Through three rounds we explore about 25 florals, fruits, and spices. She watches my face for initial reactions; anything that gets less than a smile is pushed aside. After an hour, we’ve narrowed it down to five favorites and two wild cards. (“Everyone puts themselves in a box—like ‘no citrus,’ ” she says. “I like to throw them in a different direction with a twist on things they usually avoid.”) Bar sends me home with sample vials and tells me to call her in a week. “Wear them for a while, and have people around you give their opinion,” she says. “A lot of times clients get stopped on the street, and that determines their final choice—a random compliment.”

MiN founders Mindy Yang and Chad Murawczyk.

Over the next few days I conduct my trials. “It’s a lot,” says my boss of the woodsy-floral Mad Madame by the Parisian brand Juliette Has a Gun. The sexy, ultraspicy Epic by Oman’s Amouage elicits zero reaction from my boyfriend but this winning, if puzzling, comment from a friend: “You smell like the movie Gigi.” And though the Beverly Hills–based Keiko Mecheri’s deliciously sweet concoctions make up three of my seven samples, they all disappear from my skin too quickly.
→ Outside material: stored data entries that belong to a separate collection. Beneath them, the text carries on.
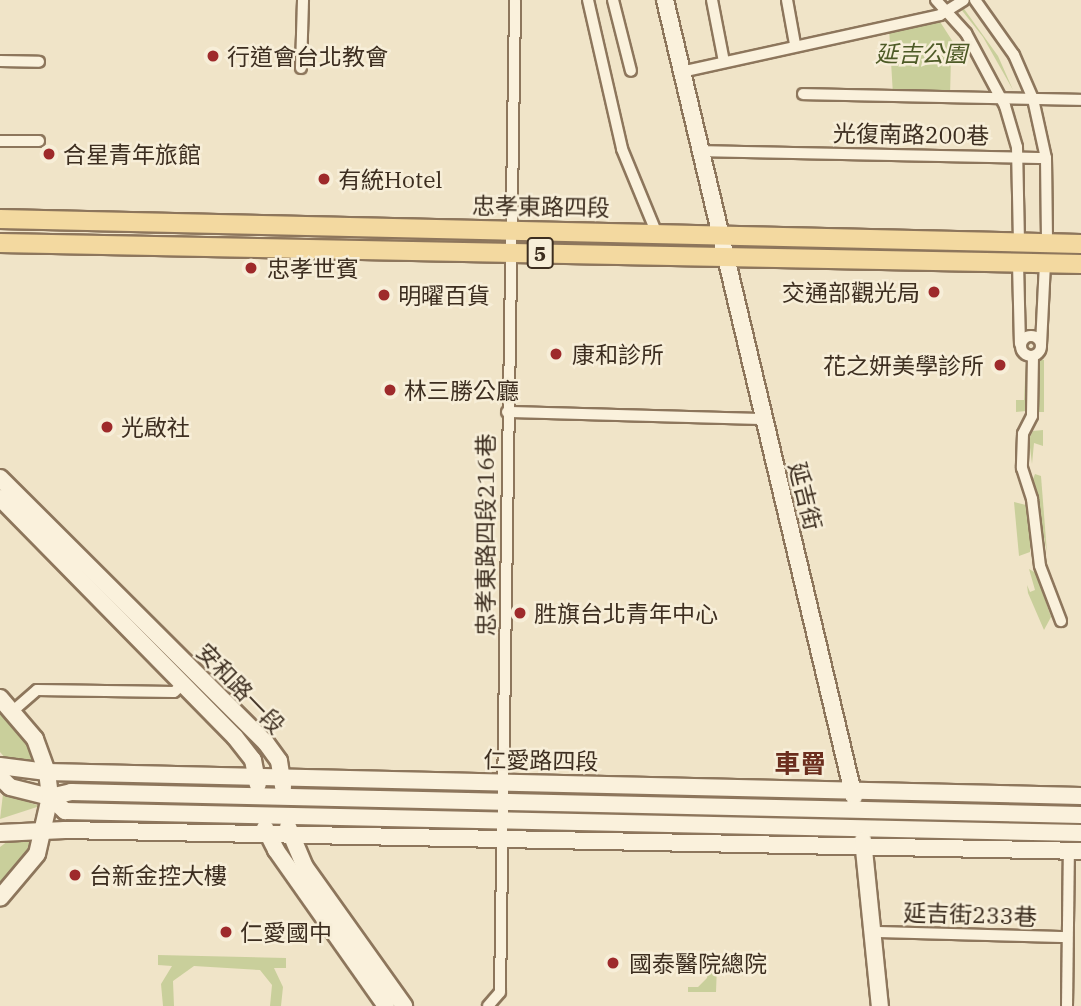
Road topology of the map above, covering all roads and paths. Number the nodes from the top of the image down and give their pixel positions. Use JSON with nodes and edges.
{"nodes":[{"id":1,"x":303,"y":0,"type":"edge"},
{"id":2,"x":515,"y":0,"type":"edge"},
{"id":3,"x":588,"y":0,"type":"edge"},
{"id":4,"x":613,"y":0,"type":"edge"},
{"id":5,"x":665,"y":0,"type":"edge"},
{"id":6,"x":712,"y":0,"type":"edge"},
{"id":7,"x":787,"y":0,"type":"edge"},
{"id":8,"x":936,"y":0,"type":"edge"},
{"id":9,"x":964,"y":0,"type":"edge"},
{"id":10,"x":975,"y":0,"type":"edge"},
{"id":11,"x":946,"y":11,"type":"junction"},
{"id":12,"x":794,"y":44,"type":"junction"},
{"id":13,"x":0,"y":61,"type":"edge"},
{"id":14,"x":39,"y":62,"type":"dead end"},
{"id":15,"x":724,"y":62,"type":"junction"},
{"id":16,"x":301,"y":68,"type":"dead end"},
{"id":17,"x":631,"y":71,"type":"dead end"},
{"id":18,"x":681,"y":72,"type":"junction"},
{"id":19,"x":803,"y":94,"type":"dead end"},
{"id":20,"x":1002,"y":99,"type":"junction"},
{"id":21,"x":1033,"y":99,"type":"junction"},
{"id":22,"x":1081,"y":100,"type":"edge"},
{"id":23,"x":0,"y":141,"type":"edge"},
{"id":24,"x":39,"y":141,"type":"dead end"},
{"id":25,"x":700,"y":151,"type":"junction"},
{"id":26,"x":1017,"y":158,"type":"junction"},
{"id":27,"x":1046,"y":158,"type":"junction"},
{"id":28,"x":0,"y":219,"type":"edge"},
{"id":29,"x":509,"y":230,"type":"junction"},
{"id":30,"x":657,"y":234,"type":"junction"},
{"id":31,"x":722,"y":236,"type":"junction"},
{"id":32,"x":0,"y":243,"type":"edge"},
{"id":33,"x":1019,"y":243,"type":"junction"},
{"id":34,"x":1047,"y":244,"type":"junction"},
{"id":35,"x":1081,"y":244,"type":"edge"},
{"id":36,"x":509,"y":253,"type":"junction"},
{"id":37,"x":725,"y":257,"type":"junction"},
{"id":38,"x":1018,"y":263,"type":"junction"},
{"id":39,"x":1045,"y":264,"type":"junction"},
{"id":40,"x":1081,"y":264,"type":"edge"},
{"id":41,"x":1020,"y":344,"type":"junction"},
{"id":42,"x":1041,"y":345,"type":"junction"},
{"id":43,"x":1033,"y":356,"type":"junction"},
{"id":44,"x":507,"y":412,"type":"junction"},
{"id":45,"x":764,"y":419,"type":"junction"},
{"id":46,"x":0,"y":478,"type":"edge"},
{"id":47,"x":0,"y":498,"type":"edge"},
{"id":48,"x":1060,"y":621,"type":"dead end"},
{"id":49,"x":182,"y":685,"type":"junction"},
{"id":50,"x":0,"y":698,"type":"edge"},
{"id":51,"x":14,"y":710,"type":"junction"},
{"id":52,"x":0,"y":766,"type":"edge"},
{"id":53,"x":47,"y":772,"type":"junction"},
{"id":54,"x":0,"y":777,"type":"edge"},
{"id":55,"x":257,"y":777,"type":"junction"},
{"id":56,"x":282,"y":778,"type":"junction"},
{"id":57,"x":504,"y":782,"type":"junction"},
{"id":58,"x":853,"y":789,"type":"junction"},
{"id":59,"x":1081,"y":796,"type":"edge"},
{"id":60,"x":50,"y":797,"type":"junction"},
{"id":61,"x":261,"y":797,"type":"junction"},
{"id":62,"x":284,"y":798,"type":"junction"},
{"id":63,"x":503,"y":802,"type":"junction"},
{"id":64,"x":857,"y":809,"type":"junction"},
{"id":65,"x":263,"y":815,"type":"junction"},
{"id":66,"x":1081,"y":815,"type":"edge"},
{"id":67,"x":286,"y":816,"type":"junction"},
{"id":68,"x":503,"y":820,"type":"junction"},
{"id":69,"x":45,"y":830,"type":"junction"},
{"id":70,"x":861,"y":830,"type":"junction"},
{"id":71,"x":0,"y":833,"type":"edge"},
{"id":72,"x":1081,"y":833,"type":"edge"},
{"id":73,"x":266,"y":835,"type":"junction"},
{"id":74,"x":290,"y":835,"type":"junction"},
{"id":75,"x":503,"y":840,"type":"junction"},
{"id":76,"x":865,"y":848,"type":"junction"},
{"id":77,"x":1075,"y":851,"type":"edge"},
{"id":78,"x":0,"y":898,"type":"edge"},
{"id":79,"x":874,"y":932,"type":"junction"},
{"id":80,"x":1065,"y":937,"type":"junction"},
{"id":81,"x":386,"y":1006,"type":"edge"},
{"id":82,"x":404,"y":1006,"type":"edge"},
{"id":83,"x":488,"y":1006,"type":"edge"},
{"id":84,"x":880,"y":1006,"type":"edge"},
{"id":85,"x":1067,"y":1006,"type":"edge"}],
"edges":[{"from":1,"to":16,"type":"street"},
{"from":2,"to":29,"type":"street","name":"忠孝東路四段216巷"},
{"from":3,"to":30,"type":"street"},
{"from":4,"to":17,"type":"street"},
{"from":5,"to":18,"type":"main road","name":"延吉街"},
{"from":6,"to":15,"type":"street"},
{"from":7,"to":12,"type":"street"},
{"from":8,"to":11,"type":"street"},
{"from":9,"to":11,"type":"street"},
{"from":10,"to":21,"type":"street"},
{"from":11,"to":12,"type":"street"},
{"from":11,"to":20,"type":"street"},
{"from":12,"to":15,"type":"street"},
{"from":13,"to":14,"type":"street"},
{"from":15,"to":18,"type":"street"},
{"from":18,"to":25,"type":"main road","name":"延吉街"},
{"from":19,"to":20,"type":"street"},
{"from":20,"to":21,"type":"street"},
{"from":20,"to":26,"type":"street"},
{"from":21,"to":22,"type":"street"},
{"from":21,"to":27,"type":"street"},
{"from":23,"to":24,"type":"street"},
{"from":25,"to":26,"type":"street","name":"光復南路200巷"},
{"from":25,"to":31,"type":"main road","name":"延吉街"},
{"from":26,"to":27,"type":"street","name":"光復南路200巷"},
{"from":26,"to":33,"type":"street"},
{"from":27,"to":34,"type":"street"},
{"from":28,"to":29,"type":"main road","name":"忠孝東路四段","number":"5"},
{"from":29,"to":30,"type":"main road","name":"忠孝東路四段","number":"5"},
{"from":29,"to":36,"type":"street","name":"忠孝東路四段216巷"},
{"from":30,"to":31,"type":"main road","name":"忠孝東路四段","number":"5"},
{"from":31,"to":33,"type":"main road","name":"忠孝東路四段","number":"5"},
{"from":31,"to":37,"type":"main road","name":"延吉街"},
{"from":32,"to":36,"type":"main road","name":"忠孝東路四段","number":"5"},
{"from":33,"to":34,"type":"main road","name":"忠孝東路四段","number":"5"},
{"from":34,"to":35,"type":"main road","name":"忠孝東路四段","number":"5"},
{"from":36,"to":37,"type":"main road","name":"忠孝東路四段","number":"5"},
{"from":36,"to":44,"type":"street","name":"忠孝東路四段216巷"},
{"from":37,"to":38,"type":"main road","name":"忠孝東路四段","number":"5"},
{"from":37,"to":45,"type":"main road","name":"延吉街"},
{"from":38,"to":39,"type":"main road","name":"忠孝東路四段","number":"5"},
{"from":38,"to":41,"type":"street"},
{"from":39,"to":40,"type":"main road","name":"忠孝東路四段","number":"5"},
{"from":39,"to":42,"type":"street"},
{"from":41,"to":42,"type":"street"},
{"from":41,"to":43,"type":"street"},
{"from":42,"to":43,"type":"street"},
{"from":43,"to":48,"type":"street"},
{"from":44,"to":45,"type":"street"},
{"from":44,"to":57,"type":"street","name":"忠孝東路四段216巷"},
{"from":45,"to":58,"type":"main road","name":"延吉街"},
{"from":46,"to":56,"type":"main road","name":"安和路一段"},
{"from":47,"to":49,"type":"main road","name":"安和路一段"},
{"from":49,"to":51,"type":"street"},
{"from":49,"to":55,"type":"main road","name":"安和路一段"},
{"from":50,"to":51,"type":"main road"},
{"from":51,"to":53,"type":"main road"},
{"from":52,"to":53,"type":"main road","name":"仁愛路四段"},
{"from":53,"to":55,"type":"main road","name":"仁愛路四段"},
{"from":53,"to":60,"type":"main road"},
{"from":54,"to":60,"type":"main road","name":"仁愛路四段"},
{"from":55,"to":56,"type":"main road","name":"仁愛路四段"},
{"from":55,"to":61,"type":"main road","name":"安和路一段"},
{"from":56,"to":57,"type":"main road","name":"仁愛路四段"},
{"from":56,"to":62,"type":"main road","name":"安和路一段"},
{"from":57,"to":58,"type":"main road","name":"仁愛路四段"},
{"from":57,"to":63,"type":"street","name":"忠孝東路四段216巷"},
{"from":58,"to":59,"type":"main road","name":"仁愛路四段"},
{"from":58,"to":64,"type":"main road","name":"延吉街"},
{"from":60,"to":61,"type":"main road","name":"仁愛路四段"},
{"from":60,"to":65,"type":"main road","name":"仁愛路四段"},
{"from":60,"to":69,"type":"main road"},
{"from":61,"to":62,"type":"main road","name":"仁愛路四段"},
{"from":61,"to":65,"type":"main road","name":"安和路一段"},
{"from":62,"to":63,"type":"main road","name":"仁愛路四段"},
{"from":62,"to":67,"type":"main road","name":"安和路一段"},
{"from":63,"to":64,"type":"main road","name":"仁愛路四段"},
{"from":63,"to":68,"type":"street","name":"忠孝東路四段216巷"},
{"from":64,"to":66,"type":"main road","name":"仁愛路四段"},
{"from":64,"to":70,"type":"main road","name":"延吉街"},
{"from":65,"to":67,"type":"main road","name":"仁愛路四段"},
{"from":65,"to":73,"type":"main road","name":"安和路一段"},
{"from":67,"to":68,"type":"main road","name":"仁愛路四段"},
{"from":67,"to":74,"type":"main road","name":"安和路一段"},
{"from":68,"to":70,"type":"main road","name":"仁愛路四段"},
{"from":68,"to":75,"type":"street","name":"忠孝東路四段216巷"},
{"from":69,"to":71,"type":"main road"},
{"from":69,"to":73,"type":"main road"},
{"from":69,"to":78,"type":"main road"},
{"from":70,"to":72,"type":"main road","name":"仁愛路四段"},
{"from":70,"to":76,"type":"main road","name":"延吉街"},
{"from":73,"to":74,"type":"main road"},
{"from":73,"to":81,"type":"main road","name":"安和路一段"},
{"from":74,"to":75,"type":"main road"},
{"from":74,"to":82,"type":"main road","name":"安和路一段"},
{"from":75,"to":76,"type":"main road"},
{"from":75,"to":83,"type":"street","name":"忠孝東路四段216巷"},
{"from":76,"to":77,"type":"main road"},
{"from":76,"to":79,"type":"main road","name":"延吉街"},
{"from":77,"to":80,"type":"street"},
{"from":79,"to":80,"type":"street","name":"延吉街233巷"},
{"from":79,"to":84,"type":"main road","name":"延吉街"},
{"from":80,"to":85,"type":"street"}]}
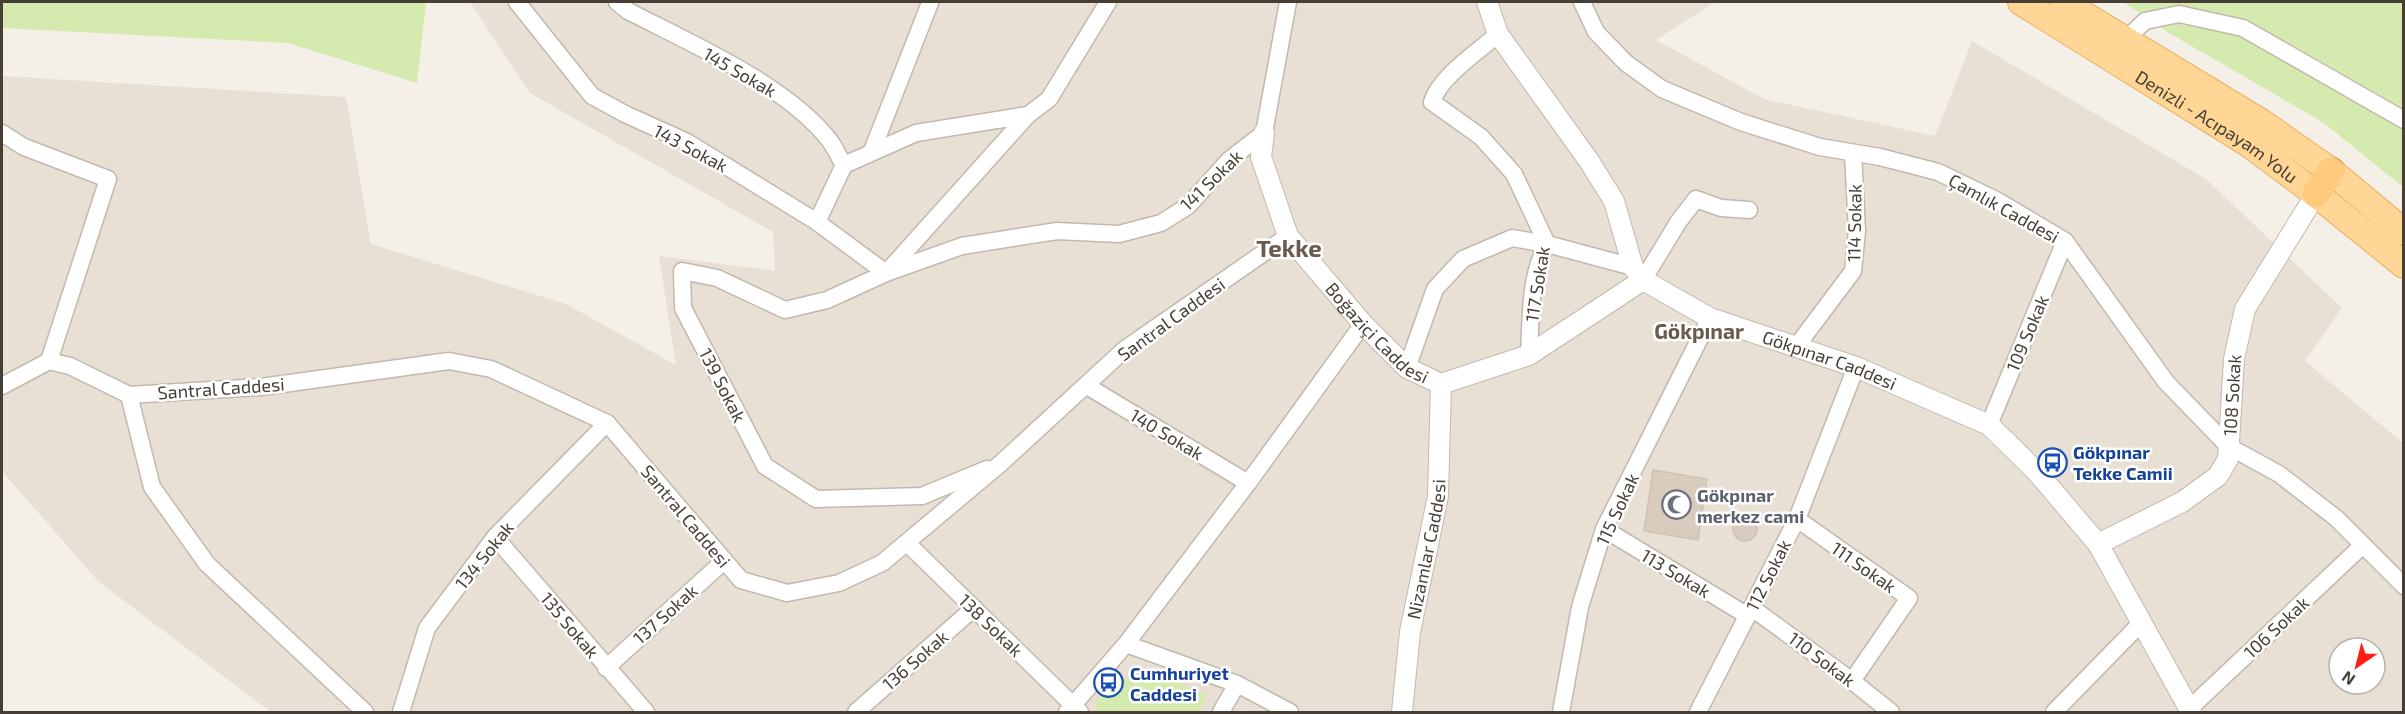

Finally, it’s between the iris, cedarwood, and amber Nirmal by Laboratorio Olfattivo and the lingering, beachy Sel Marin by the Parisian label Heeley. “For you, fragrance is an escape from the stress of New York,” Bar concludes. And she’s definitely on to something. The Heeley is a citrus, wood, moss, and sea-salt blend, and it smells like my childhood summers spent sailing on Washington’s Puget Sound. I wasn’t stopped on the street while wearing it, but its power to conjure that blissfully carefree memory, in the end, sold me.